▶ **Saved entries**

-=-=-

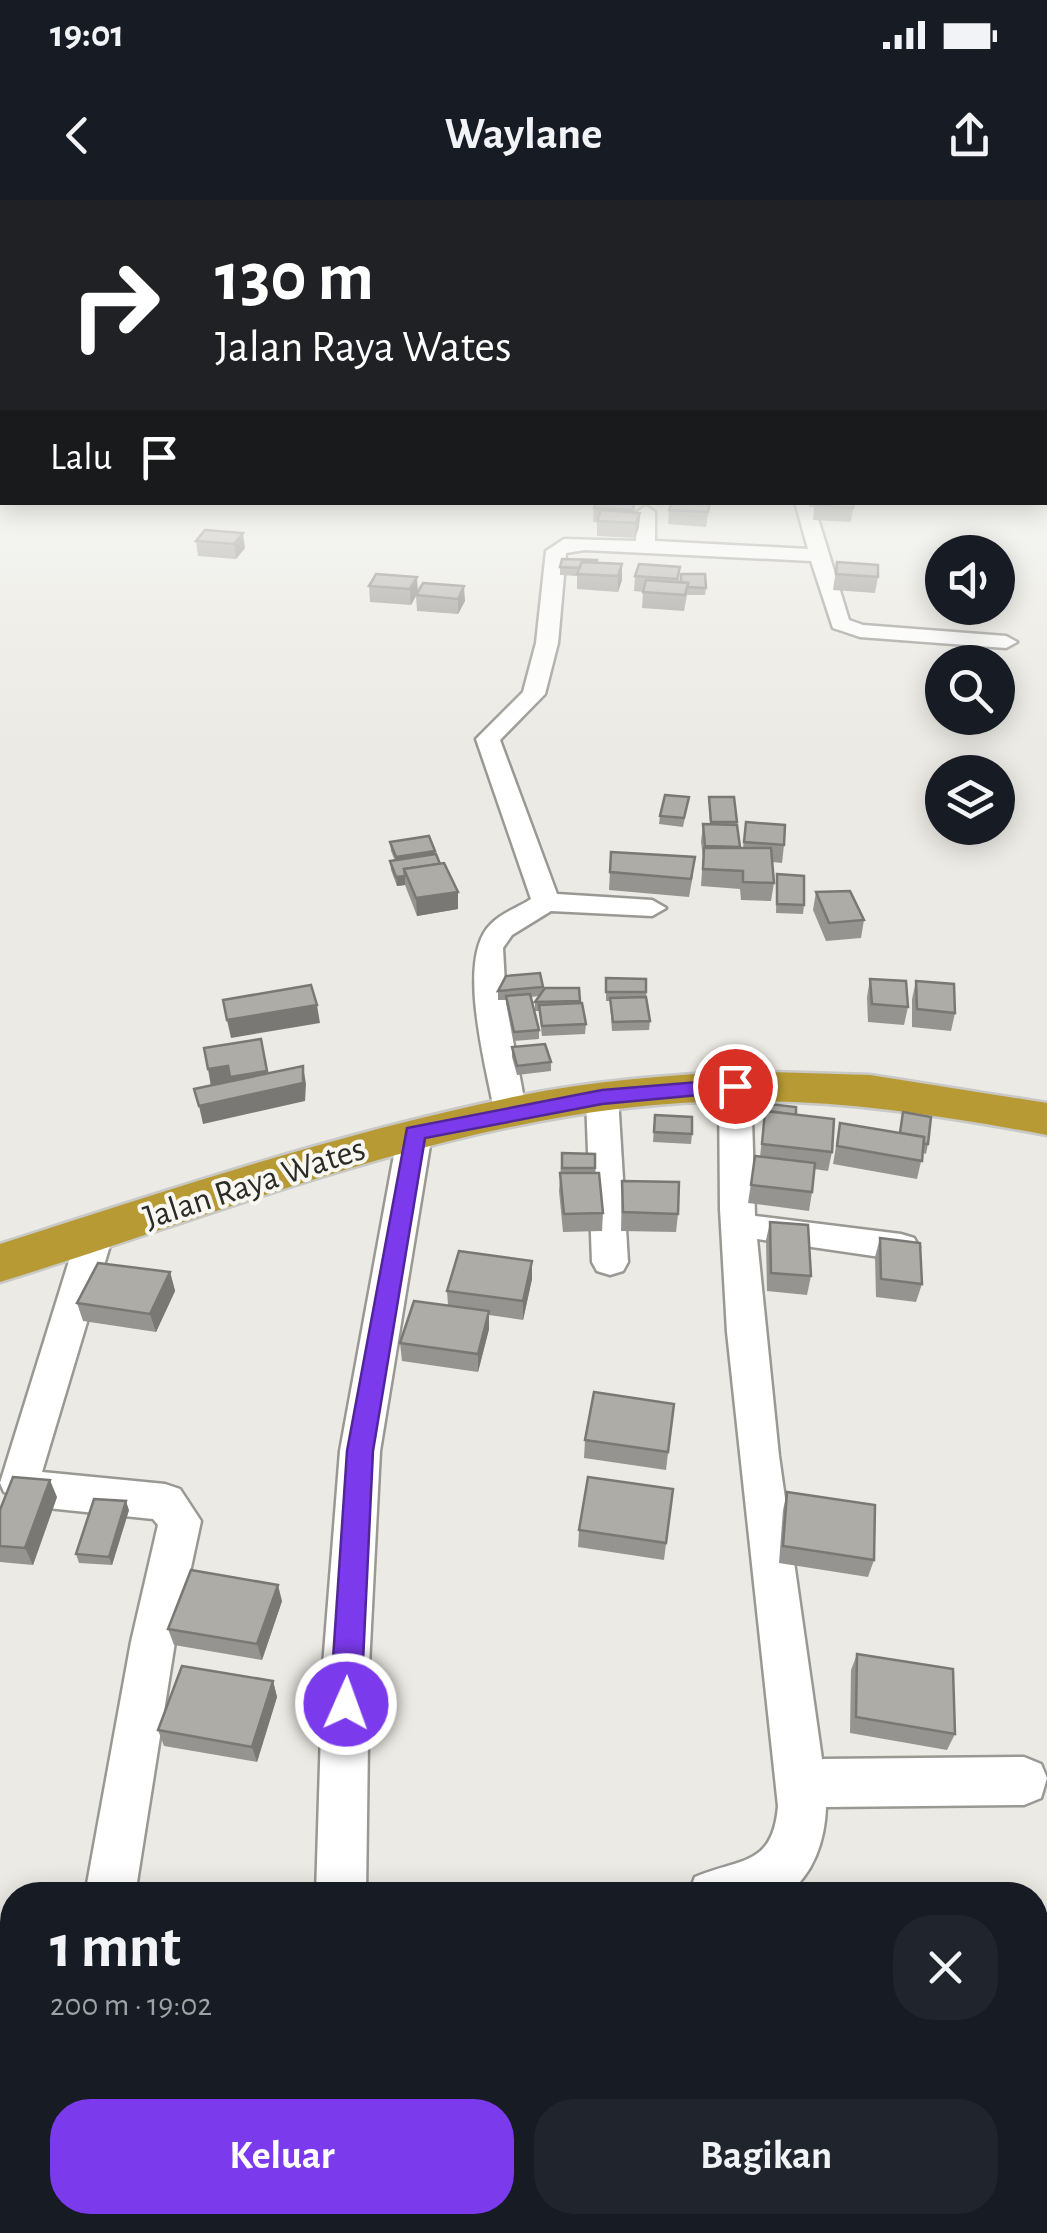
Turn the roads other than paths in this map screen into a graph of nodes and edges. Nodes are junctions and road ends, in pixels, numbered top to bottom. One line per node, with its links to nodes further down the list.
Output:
1 (556, 553): 5 (street)
2 (794, 553): 3 (street)
3 (818, 554): 4 (street)
4 (1006, 642)
5 (546, 902): 6 (street); 9 (street)
6 (652, 908)
7 (735, 1086): 8 (highway, Jalan Raya Wates); 10 (highway, Jalan Raya Wates); 12 (street)
8 (602, 1097): 9 (highway, Jalan Raya Wates); 15 (street)
9 (511, 1115): 11 (highway, Jalan Raya Wates)
10 (1047, 1119)
11 (415, 1133): 13 (highway, Jalan Raya Wates); 20 (street)
12 (740, 1224): 14 (street); 18 (street)
13 (96, 1232): 16 (highway, Jalan Raya Wates); 19 (street)
14 (902, 1246)
15 (610, 1262)
16 (0, 1263)
17 (1024, 1781): 18 (street)
18 (802, 1783): 21 (street)
19 (112, 1882)
20 (341, 1882)
21 (760, 1882)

-=-=-

▶ **Your task**
The copy you return must match the records above exactly, minus any images.

▶ **Solution for this problem**
Turn the roads other than paths in this map screen into a graph of nodes and edges. Nodes are junctions and road ends, in pixels, numbered top to bottom. One line per node, with its links to nodes further down the list.
Output:
1 (556, 553): 5 (street)
2 (794, 553): 3 (street)
3 (818, 554): 4 (street)
4 (1006, 642)
5 (546, 902): 6 (street); 9 (street)
6 (652, 908)
7 (735, 1086): 8 (highway, Jalan Raya Wates); 10 (highway, Jalan Raya Wates); 12 (street)
8 (602, 1097): 9 (highway, Jalan Raya Wates); 15 (street)
9 (511, 1115): 11 (highway, Jalan Raya Wates)
10 (1047, 1119)
11 (415, 1133): 13 (highway, Jalan Raya Wates); 20 (street)
12 (740, 1224): 14 (street); 18 (street)
13 (96, 1232): 16 (highway, Jalan Raya Wates); 19 (street)
14 (902, 1246)
15 (610, 1262)
16 (0, 1263)
17 (1024, 1781): 18 (street)
18 (802, 1783): 21 (street)
19 (112, 1882)
20 (341, 1882)
21 (760, 1882)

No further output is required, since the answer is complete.